Try it
Transcribe the records below. Leave nothing out and change nothing.

Dataset entries

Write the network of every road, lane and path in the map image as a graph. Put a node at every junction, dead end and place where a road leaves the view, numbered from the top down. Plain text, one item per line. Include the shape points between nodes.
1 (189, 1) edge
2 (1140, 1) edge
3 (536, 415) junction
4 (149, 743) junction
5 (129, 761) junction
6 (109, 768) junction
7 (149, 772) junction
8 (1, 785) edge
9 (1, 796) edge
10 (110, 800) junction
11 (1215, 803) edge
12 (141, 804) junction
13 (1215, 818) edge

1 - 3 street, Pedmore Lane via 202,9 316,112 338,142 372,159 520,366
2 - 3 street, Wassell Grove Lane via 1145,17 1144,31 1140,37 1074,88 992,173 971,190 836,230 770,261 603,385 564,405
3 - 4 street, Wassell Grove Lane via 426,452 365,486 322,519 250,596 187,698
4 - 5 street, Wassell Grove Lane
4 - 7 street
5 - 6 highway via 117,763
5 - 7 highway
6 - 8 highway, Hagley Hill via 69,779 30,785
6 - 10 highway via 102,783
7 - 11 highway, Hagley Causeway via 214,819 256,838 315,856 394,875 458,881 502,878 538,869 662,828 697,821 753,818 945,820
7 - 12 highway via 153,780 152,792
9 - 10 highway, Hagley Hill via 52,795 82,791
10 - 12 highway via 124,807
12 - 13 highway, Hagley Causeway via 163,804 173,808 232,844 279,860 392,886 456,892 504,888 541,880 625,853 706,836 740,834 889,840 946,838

Answer below
Write the network of every road, lane and path in the map image as a graph. Put a node at every junction, dead end and place where a road leaves the view, numbered from the top down. Plain text, one item per line. Include the shape points between nodes.
1 (189, 1) edge
2 (1140, 1) edge
3 (536, 415) junction
4 (149, 743) junction
5 (129, 761) junction
6 (109, 768) junction
7 (149, 772) junction
8 (1, 785) edge
9 (1, 796) edge
10 (110, 800) junction
11 (1215, 803) edge
12 (141, 804) junction
13 (1215, 818) edge

1 - 3 street, Pedmore Lane via 202,9 316,112 338,142 372,159 520,366
2 - 3 street, Wassell Grove Lane via 1145,17 1144,31 1140,37 1074,88 992,173 971,190 836,230 770,261 603,385 564,405
3 - 4 street, Wassell Grove Lane via 426,452 365,486 322,519 250,596 187,698
4 - 5 street, Wassell Grove Lane
4 - 7 street
5 - 6 highway via 117,763
5 - 7 highway
6 - 8 highway, Hagley Hill via 69,779 30,785
6 - 10 highway via 102,783
7 - 11 highway, Hagley Causeway via 214,819 256,838 315,856 394,875 458,881 502,878 538,869 662,828 697,821 753,818 945,820
7 - 12 highway via 153,780 152,792
9 - 10 highway, Hagley Hill via 52,795 82,791
10 - 12 highway via 124,807
12 - 13 highway, Hagley Causeway via 163,804 173,808 232,844 279,860 392,886 456,892 504,888 541,880 625,853 706,836 740,834 889,840 946,838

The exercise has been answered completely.